++ed by:

2 PAUSE users
1 non-PAUSE user.

Ken Williams
and 1 contributors


AI::Categorizer::Learner - Abstract Machine Learner Class


 use AI::Categorizer::Learner::NaiveBayes;  # Or other subclass
 # Here $k is an AI::Categorizer::KnowledgeSet object
 my $nb = new AI::Categorizer::Learner::NaiveBayes(...parameters...);
 $nb->train(knowledge_set => $k);
 ... time passes ...
 $nb = AI::Categorizer::Learner::NaiveBayes->restore_state('filename');
 my $c = new AI::Categorizer::Collection::Files( path => ... );
 while (my $document = $c->next) {
   my $hypothesis = $nb->categorize($document);
   print "Best assigned category: ", $hypothesis->best_category, "\n";
   print "All assigned categories: ", join(', ', $hypothesis->categories), "\n";


The AI::Categorizer::Learner class is an abstract class that will never actually be directly used in your code.
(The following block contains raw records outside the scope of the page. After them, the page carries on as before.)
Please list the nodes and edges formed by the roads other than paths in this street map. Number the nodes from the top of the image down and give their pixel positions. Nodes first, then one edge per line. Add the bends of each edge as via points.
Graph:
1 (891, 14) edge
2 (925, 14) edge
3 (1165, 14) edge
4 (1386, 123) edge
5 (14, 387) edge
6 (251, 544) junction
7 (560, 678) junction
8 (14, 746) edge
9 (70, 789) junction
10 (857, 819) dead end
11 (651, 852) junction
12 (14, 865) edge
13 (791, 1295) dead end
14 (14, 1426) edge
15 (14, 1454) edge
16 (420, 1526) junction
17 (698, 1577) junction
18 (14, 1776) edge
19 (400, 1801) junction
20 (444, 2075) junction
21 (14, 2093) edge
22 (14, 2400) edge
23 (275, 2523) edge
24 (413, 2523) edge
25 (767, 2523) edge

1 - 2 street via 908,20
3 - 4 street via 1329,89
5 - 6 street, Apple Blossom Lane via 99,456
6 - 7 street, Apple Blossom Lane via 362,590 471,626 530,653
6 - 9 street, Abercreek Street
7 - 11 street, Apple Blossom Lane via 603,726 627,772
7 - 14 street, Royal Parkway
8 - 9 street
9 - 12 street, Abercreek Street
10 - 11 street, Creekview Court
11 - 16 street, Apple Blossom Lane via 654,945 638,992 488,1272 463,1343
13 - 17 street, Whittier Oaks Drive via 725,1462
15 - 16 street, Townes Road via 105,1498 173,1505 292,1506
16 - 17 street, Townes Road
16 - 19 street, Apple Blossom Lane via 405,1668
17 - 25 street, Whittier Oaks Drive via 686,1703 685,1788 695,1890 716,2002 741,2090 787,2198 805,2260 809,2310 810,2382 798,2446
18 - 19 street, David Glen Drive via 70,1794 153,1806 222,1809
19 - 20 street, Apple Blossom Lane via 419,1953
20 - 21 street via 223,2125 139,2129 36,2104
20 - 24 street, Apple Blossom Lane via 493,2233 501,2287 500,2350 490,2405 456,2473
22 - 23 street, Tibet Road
Instead, you will use a subclass like AI::Categorizer::Learner::NaiveBayes which implements an actual machine learning algorithm.

The general description of the Learner interface is documented here.



Creates a new Learner and returns it. Accepts the following parameters:


A Knowledge Set that will be used by default during the train() method.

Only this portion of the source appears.